L’inchiesta serve (anche alle forze dell’ordine)

I fatti del G8
23 luglio 2006
Graziella Mascia
Fonte: Liberazione (http://www.liberazione.it)

Non abbiamo dubbi che la cultura della responsabilità di Luciano Violante garantirà l’approvazione in Commissione affari costituzionali della Camera del progetto di legge per l’istituzione di una commissione di inchiesta sui fatti del G8 di Genova. Ma le sue obiezioni ci interessano. L’inchiesta parlamentare non serve, sostiene il Presidente della commissione: «Non può aggiungere alcun elemento nuovo e non può pronunciarsi neanche su eventuali responsabilità politiche». E’ davvero così?
Quanto abbiamo acquisito in questi cinque anni, attraverso filmati, inchieste giornalistiche, comitato di indagine, ecc. rende inutile tale inchiesta parlamentare? Non credo, la tesi non mi convince. Sono stata relatrice di minoranza in quel comitato di indagine e successivamente chiamata a testimoniare in tribunale per il processo ai poliziotti per le violenze nella scuola Diaz. Ho scritto che una regia internazionale, in quel luglio 2001, voleva colpire un movimento mondiale che iniziava a dar fastidio sul serio ai potenti della terra. Lo penso ancora, ma non basta.

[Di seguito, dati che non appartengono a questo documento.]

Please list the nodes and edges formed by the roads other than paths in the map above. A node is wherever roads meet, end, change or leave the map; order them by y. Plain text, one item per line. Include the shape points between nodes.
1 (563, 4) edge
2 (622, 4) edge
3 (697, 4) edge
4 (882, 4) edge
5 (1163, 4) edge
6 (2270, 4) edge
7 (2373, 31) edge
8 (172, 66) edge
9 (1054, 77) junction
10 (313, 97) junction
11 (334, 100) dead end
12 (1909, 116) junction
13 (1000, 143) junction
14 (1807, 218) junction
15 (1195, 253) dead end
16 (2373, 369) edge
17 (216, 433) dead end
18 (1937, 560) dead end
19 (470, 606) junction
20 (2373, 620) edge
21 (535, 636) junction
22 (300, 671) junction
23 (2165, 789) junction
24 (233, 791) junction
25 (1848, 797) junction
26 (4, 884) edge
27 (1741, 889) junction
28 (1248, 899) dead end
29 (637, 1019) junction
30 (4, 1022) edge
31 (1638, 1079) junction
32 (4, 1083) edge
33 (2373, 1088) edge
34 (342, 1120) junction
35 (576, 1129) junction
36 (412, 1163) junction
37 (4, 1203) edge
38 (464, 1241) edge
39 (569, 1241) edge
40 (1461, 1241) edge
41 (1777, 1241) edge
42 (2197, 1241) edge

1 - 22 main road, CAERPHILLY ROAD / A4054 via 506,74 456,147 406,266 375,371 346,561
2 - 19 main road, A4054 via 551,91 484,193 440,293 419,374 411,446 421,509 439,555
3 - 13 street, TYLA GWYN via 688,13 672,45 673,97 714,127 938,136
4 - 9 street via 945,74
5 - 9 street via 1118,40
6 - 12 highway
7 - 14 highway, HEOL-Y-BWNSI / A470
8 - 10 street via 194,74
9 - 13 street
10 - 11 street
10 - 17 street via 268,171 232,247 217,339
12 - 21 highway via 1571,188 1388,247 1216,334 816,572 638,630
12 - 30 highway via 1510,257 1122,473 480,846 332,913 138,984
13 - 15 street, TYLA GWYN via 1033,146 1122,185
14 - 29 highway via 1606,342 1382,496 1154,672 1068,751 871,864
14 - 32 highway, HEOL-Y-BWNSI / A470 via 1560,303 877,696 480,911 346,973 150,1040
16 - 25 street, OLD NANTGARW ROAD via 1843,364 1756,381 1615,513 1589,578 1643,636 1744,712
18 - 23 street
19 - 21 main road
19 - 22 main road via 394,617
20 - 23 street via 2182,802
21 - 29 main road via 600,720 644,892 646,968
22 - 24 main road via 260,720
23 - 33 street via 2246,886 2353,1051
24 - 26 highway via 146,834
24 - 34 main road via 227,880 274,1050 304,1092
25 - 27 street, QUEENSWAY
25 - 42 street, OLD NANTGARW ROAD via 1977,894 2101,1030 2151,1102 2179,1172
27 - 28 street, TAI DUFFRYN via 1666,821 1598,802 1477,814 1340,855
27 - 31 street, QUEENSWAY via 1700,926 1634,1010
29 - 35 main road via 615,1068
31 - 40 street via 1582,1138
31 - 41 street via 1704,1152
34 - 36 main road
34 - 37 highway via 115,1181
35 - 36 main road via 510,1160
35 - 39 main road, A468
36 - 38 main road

In questi anni, attraverso filmati, testimonianze, ricerche abbiamo esaminato, scandagliato i fatti di quei giorni e ricostruito anche la vicenda più tragica, quella della morte di Carlo Giuliani, archiviata in tribunale. Ma non basta ancora. Non sono chiare le responsabilità politico-istituzionali, non sono chiare le catene di comando delle forze dell’ordine. Non è chiaro, nella gestione delle piazze e di quanto ne è seguito, quanto sia stato casuale, o frutto di errori, e quanto scelta premeditata. E non basta, anzi, è a mio avviso un errore, ritenere che le cose sono andate così perché i fascisti erano andati al governo e Fini dirigeva le operazioni dalla caserma di San Giuliano.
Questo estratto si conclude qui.